**INSTRUCTIONS FOR THE TASK**
The reply should hold every entry exactly as written and none of the pictures.

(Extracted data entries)
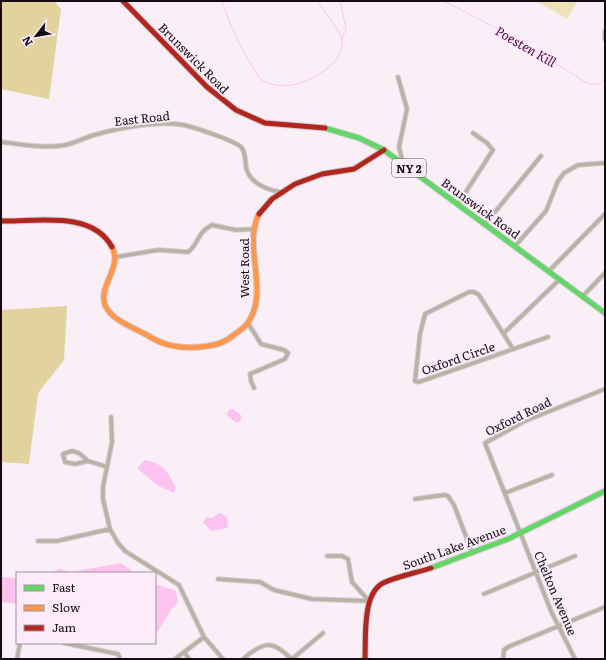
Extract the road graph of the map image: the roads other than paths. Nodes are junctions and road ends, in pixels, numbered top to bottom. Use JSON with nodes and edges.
{"nodes":[{"id":1,"x":123,"y":1,"type":"edge"},
{"id":2,"x":605,"y":31,"type":"edge"},
{"id":3,"x":605,"y":39,"type":"edge"},
{"id":4,"x":398,"y":77,"type":"dead end"},
{"id":5,"x":473,"y":133,"type":"dead end"},
{"id":6,"x":1,"y":142,"type":"edge"},
{"id":7,"x":384,"y":150,"type":"junction"},
{"id":8,"x":541,"y":156,"type":"dead end"},
{"id":9,"x":605,"y":163,"type":"edge"},
{"id":10,"x":403,"y":164,"type":"junction"},
{"id":11,"x":281,"y":192,"type":"junction"},
{"id":12,"x":458,"y":204,"type":"junction"},
{"id":13,"x":605,"y":214,"type":"edge"},
{"id":14,"x":1,"y":221,"type":"edge"},
{"id":15,"x":486,"y":224,"type":"junction"},
{"id":16,"x":255,"y":228,"type":"junction"},
{"id":17,"x":515,"y":246,"type":"junction"},
{"id":18,"x":116,"y":257,"type":"junction"},
{"id":19,"x":549,"y":271,"type":"junction"},
{"id":20,"x":605,"y":272,"type":"edge"},
{"id":21,"x":560,"y":279,"type":"junction"},
{"id":22,"x":583,"y":296,"type":"junction"},
{"id":23,"x":605,"y":313,"type":"edge"},
{"id":24,"x":248,"y":323,"type":"junction"},
{"id":25,"x":504,"y":333,"type":"junction"},
{"id":26,"x":548,"y":337,"type":"dead end"},
{"id":27,"x":513,"y":349,"type":"junction"},
{"id":28,"x":254,"y":388,"type":"dead end"},
{"id":29,"x":605,"y":389,"type":"edge"},
{"id":30,"x":110,"y":417,"type":"dead end"},
{"id":31,"x":88,"y":461,"type":"junction"},
{"id":32,"x":107,"y":467,"type":"junction"},
{"id":33,"x":552,"y":475,"type":"dead end"},
{"id":34,"x":605,"y":491,"type":"edge"},
{"id":35,"x":505,"y":493,"type":"junction"},
{"id":36,"x":414,"y":500,"type":"dead end"},
{"id":37,"x":110,"y":529,"type":"junction"},
{"id":38,"x":521,"y":533,"type":"junction"},
{"id":39,"x":38,"y":541,"type":"dead end"},
{"id":40,"x":472,"y":552,"type":"junction"},
{"id":41,"x":327,"y":556,"type":"dead end"},
{"id":42,"x":575,"y":556,"type":"dead end"},
{"id":43,"x":536,"y":573,"type":"junction"},
{"id":44,"x":218,"y":579,"type":"dead end"},
{"id":45,"x":484,"y":594,"type":"dead end"},
{"id":46,"x":369,"y":601,"type":"junction"},
{"id":47,"x":605,"y":607,"type":"edge"},
{"id":48,"x":557,"y":626,"type":"junction"},
{"id":49,"x":323,"y":633,"type":"dead end"},
{"id":50,"x":204,"y":637,"type":"junction"},
{"id":51,"x":20,"y":644,"type":"edge"},
{"id":52,"x":68,"y":644,"type":"edge"},
{"id":53,"x":184,"y":652,"type":"junction"},
{"id":54,"x":120,"y":657,"type":"edge"},
{"id":55,"x":17,"y":659,"type":"edge"},
{"id":56,"x":175,"y":659,"type":"edge"},
{"id":57,"x":189,"y":659,"type":"edge"},
{"id":58,"x":223,"y":659,"type":"edge"},
{"id":59,"x":243,"y":659,"type":"edge"},
{"id":60,"x":292,"y":659,"type":"edge"},
{"id":61,"x":365,"y":659,"type":"edge"},
{"id":62,"x":503,"y":659,"type":"edge"},
{"id":63,"x":575,"y":659,"type":"edge"}],
"edges":[{"from":1,"to":7,"type":"street","name":"Brunswick Road","number":"NY 2"},
{"from":2,"to":3,"type":"street"},
{"from":4,"to":10,"type":"street"},
{"from":5,"to":12,"type":"street"},
{"from":6,"to":11,"type":"street","name":"East Road"},
{"from":7,"to":10,"type":"street","name":"Brunswick Road","number":"NY 2"},
{"from":7,"to":11,"type":"street","name":"West Road"},
{"from":8,"to":15,"type":"street"},
{"from":9,"to":17,"type":"street"},
{"from":10,"to":12,"type":"street","name":"Brunswick Road","number":"NY 2"},
{"from":11,"to":16,"type":"street","name":"West Road"},
{"from":12,"to":15,"type":"street","name":"Brunswick Road","number":"NY 2"},
{"from":13,"to":19,"type":"street"},
{"from":14,"to":18,"type":"street"},
{"from":15,"to":17,"type":"street","name":"Brunswick Road","number":"NY 2"},
{"from":16,"to":18,"type":"street"},
{"from":16,"to":24,"type":"street","name":"West Road"},
{"from":17,"to":19,"type":"street","name":"Brunswick Road","number":"NY 2"},
{"from":18,"to":24,"type":"street"},
{"from":19,"to":21,"type":"street","name":"Brunswick Road","number":"NY 2"},
{"from":20,"to":22,"type":"street"},
{"from":21,"to":22,"type":"street","name":"Brunswick Road","number":"NY 2"},
{"from":21,"to":25,"type":"street","name":"Oxford Circle"},
{"from":22,"to":23,"type":"street","name":"Brunswick Road","number":"NY 2"},
{"from":24,"to":28,"type":"street"},
{"from":25,"to":27,"type":"street","name":"Oxford Circle"},
{"from":25,"to":27,"type":"street","name":"Oxford Circle"},
{"from":26,"to":27,"type":"street","name":"Oxford Circle"},
{"from":29,"to":35,"type":"street","name":"Oxford Road"},
{"from":30,"to":32,"type":"street"},
{"from":31,"to":31,"type":"street"},
{"from":31,"to":32,"type":"street"},
{"from":32,"to":37,"type":"street"},
{"from":33,"to":35,"type":"street"},
{"from":34,"to":38,"type":"street","name":"South Lake Avenue"},
{"from":35,"to":38,"type":"street","name":"Oxford Road"},
{"from":36,"to":40,"type":"street"},
{"from":37,"to":39,"type":"street"},
{"from":37,"to":50,"type":"street"},
{"from":38,"to":40,"type":"street","name":"South Lake Avenue"},
{"from":38,"to":43,"type":"street","name":"Chelton Avenue"},
{"from":40,"to":46,"type":"street","name":"South Lake Avenue"},
{"from":41,"to":46,"type":"street"},
{"from":42,"to":43,"type":"street"},
{"from":43,"to":45,"type":"street"},
{"from":43,"to":48,"type":"street","name":"Chelton Avenue"},
{"from":44,"to":46,"type":"street"},
{"from":46,"to":61,"type":"street"},
{"from":47,"to":48,"type":"street"},
{"from":48,"to":62,"type":"street"},
{"from":48,"to":63,"type":"street","name":"Chelton Avenue"},
{"from":49,"to":60,"type":"street"},
{"from":50,"to":53,"type":"street"},
{"from":50,"to":58,"type":"street"},
{"from":51,"to":55,"type":"street"},
{"from":52,"to":54,"type":"street"},
{"from":53,"to":56,"type":"street"},
{"from":53,"to":57,"type":"street"},
{"from":59,"to":60,"type":"street"}]}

**RESULT**
Extract the road graph of the map image: the roads other than paths. Nodes are junctions and road ends, in pixels, numbered top to bottom. Use JSON with nodes and edges.
{"nodes":[{"id":1,"x":123,"y":1,"type":"edge"},
{"id":2,"x":605,"y":31,"type":"edge"},
{"id":3,"x":605,"y":39,"type":"edge"},
{"id":4,"x":398,"y":77,"type":"dead end"},
{"id":5,"x":473,"y":133,"type":"dead end"},
{"id":6,"x":1,"y":142,"type":"edge"},
{"id":7,"x":384,"y":150,"type":"junction"},
{"id":8,"x":541,"y":156,"type":"dead end"},
{"id":9,"x":605,"y":163,"type":"edge"},
{"id":10,"x":403,"y":164,"type":"junction"},
{"id":11,"x":281,"y":192,"type":"junction"},
{"id":12,"x":458,"y":204,"type":"junction"},
{"id":13,"x":605,"y":214,"type":"edge"},
{"id":14,"x":1,"y":221,"type":"edge"},
{"id":15,"x":486,"y":224,"type":"junction"},
{"id":16,"x":255,"y":228,"type":"junction"},
{"id":17,"x":515,"y":246,"type":"junction"},
{"id":18,"x":116,"y":257,"type":"junction"},
{"id":19,"x":549,"y":271,"type":"junction"},
{"id":20,"x":605,"y":272,"type":"edge"},
{"id":21,"x":560,"y":279,"type":"junction"},
{"id":22,"x":583,"y":296,"type":"junction"},
{"id":23,"x":605,"y":313,"type":"edge"},
{"id":24,"x":248,"y":323,"type":"junction"},
{"id":25,"x":504,"y":333,"type":"junction"},
{"id":26,"x":548,"y":337,"type":"dead end"},
{"id":27,"x":513,"y":349,"type":"junction"},
{"id":28,"x":254,"y":388,"type":"dead end"},
{"id":29,"x":605,"y":389,"type":"edge"},
{"id":30,"x":110,"y":417,"type":"dead end"},
{"id":31,"x":88,"y":461,"type":"junction"},
{"id":32,"x":107,"y":467,"type":"junction"},
{"id":33,"x":552,"y":475,"type":"dead end"},
{"id":34,"x":605,"y":491,"type":"edge"},
{"id":35,"x":505,"y":493,"type":"junction"},
{"id":36,"x":414,"y":500,"type":"dead end"},
{"id":37,"x":110,"y":529,"type":"junction"},
{"id":38,"x":521,"y":533,"type":"junction"},
{"id":39,"x":38,"y":541,"type":"dead end"},
{"id":40,"x":472,"y":552,"type":"junction"},
{"id":41,"x":327,"y":556,"type":"dead end"},
{"id":42,"x":575,"y":556,"type":"dead end"},
{"id":43,"x":536,"y":573,"type":"junction"},
{"id":44,"x":218,"y":579,"type":"dead end"},
{"id":45,"x":484,"y":594,"type":"dead end"},
{"id":46,"x":369,"y":601,"type":"junction"},
{"id":47,"x":605,"y":607,"type":"edge"},
{"id":48,"x":557,"y":626,"type":"junction"},
{"id":49,"x":323,"y":633,"type":"dead end"},
{"id":50,"x":204,"y":637,"type":"junction"},
{"id":51,"x":20,"y":644,"type":"edge"},
{"id":52,"x":68,"y":644,"type":"edge"},
{"id":53,"x":184,"y":652,"type":"junction"},
{"id":54,"x":120,"y":657,"type":"edge"},
{"id":55,"x":17,"y":659,"type":"edge"},
{"id":56,"x":175,"y":659,"type":"edge"},
{"id":57,"x":189,"y":659,"type":"edge"},
{"id":58,"x":223,"y":659,"type":"edge"},
{"id":59,"x":243,"y":659,"type":"edge"},
{"id":60,"x":292,"y":659,"type":"edge"},
{"id":61,"x":365,"y":659,"type":"edge"},
{"id":62,"x":503,"y":659,"type":"edge"},
{"id":63,"x":575,"y":659,"type":"edge"}],
"edges":[{"from":1,"to":7,"type":"street","name":"Brunswick Road","number":"NY 2"},
{"from":2,"to":3,"type":"street"},
{"from":4,"to":10,"type":"street"},
{"from":5,"to":12,"type":"street"},
{"from":6,"to":11,"type":"street","name":"East Road"},
{"from":7,"to":10,"type":"street","name":"Brunswick Road","number":"NY 2"},
{"from":7,"to":11,"type":"street","name":"West Road"},
{"from":8,"to":15,"type":"street"},
{"from":9,"to":17,"type":"street"},
{"from":10,"to":12,"type":"street","name":"Brunswick Road","number":"NY 2"},
{"from":11,"to":16,"type":"street","name":"West Road"},
{"from":12,"to":15,"type":"street","name":"Brunswick Road","number":"NY 2"},
{"from":13,"to":19,"type":"street"},
{"from":14,"to":18,"type":"street"},
{"from":15,"to":17,"type":"street","name":"Brunswick Road","number":"NY 2"},
{"from":16,"to":18,"type":"street"},
{"from":16,"to":24,"type":"street","name":"West Road"},
{"from":17,"to":19,"type":"street","name":"Brunswick Road","number":"NY 2"},
{"from":18,"to":24,"type":"street"},
{"from":19,"to":21,"type":"street","name":"Brunswick Road","number":"NY 2"},
{"from":20,"to":22,"type":"street"},
{"from":21,"to":22,"type":"street","name":"Brunswick Road","number":"NY 2"},
{"from":21,"to":25,"type":"street","name":"Oxford Circle"},
{"from":22,"to":23,"type":"street","name":"Brunswick Road","number":"NY 2"},
{"from":24,"to":28,"type":"street"},
{"from":25,"to":27,"type":"street","name":"Oxford Circle"},
{"from":25,"to":27,"type":"street","name":"Oxford Circle"},
{"from":26,"to":27,"type":"street","name":"Oxford Circle"},
{"from":29,"to":35,"type":"street","name":"Oxford Road"},
{"from":30,"to":32,"type":"street"},
{"from":31,"to":31,"type":"street"},
{"from":31,"to":32,"type":"street"},
{"from":32,"to":37,"type":"street"},
{"from":33,"to":35,"type":"street"},
{"from":34,"to":38,"type":"street","name":"South Lake Avenue"},
{"from":35,"to":38,"type":"street","name":"Oxford Road"},
{"from":36,"to":40,"type":"street"},
{"from":37,"to":39,"type":"street"},
{"from":37,"to":50,"type":"street"},
{"from":38,"to":40,"type":"street","name":"South Lake Avenue"},
{"from":38,"to":43,"type":"street","name":"Chelton Avenue"},
{"from":40,"to":46,"type":"street","name":"South Lake Avenue"},
{"from":41,"to":46,"type":"street"},
{"from":42,"to":43,"type":"street"},
{"from":43,"to":45,"type":"street"},
{"from":43,"to":48,"type":"street","name":"Chelton Avenue"},
{"from":44,"to":46,"type":"street"},
{"from":46,"to":61,"type":"street"},
{"from":47,"to":48,"type":"street"},
{"from":48,"to":62,"type":"street"},
{"from":48,"to":63,"type":"street","name":"Chelton Avenue"},
{"from":49,"to":60,"type":"street"},
{"from":50,"to":53,"type":"street"},
{"from":50,"to":58,"type":"street"},
{"from":51,"to":55,"type":"street"},
{"from":52,"to":54,"type":"street"},
{"from":53,"to":56,"type":"street"},
{"from":53,"to":57,"type":"street"},
{"from":59,"to":60,"type":"street"}]}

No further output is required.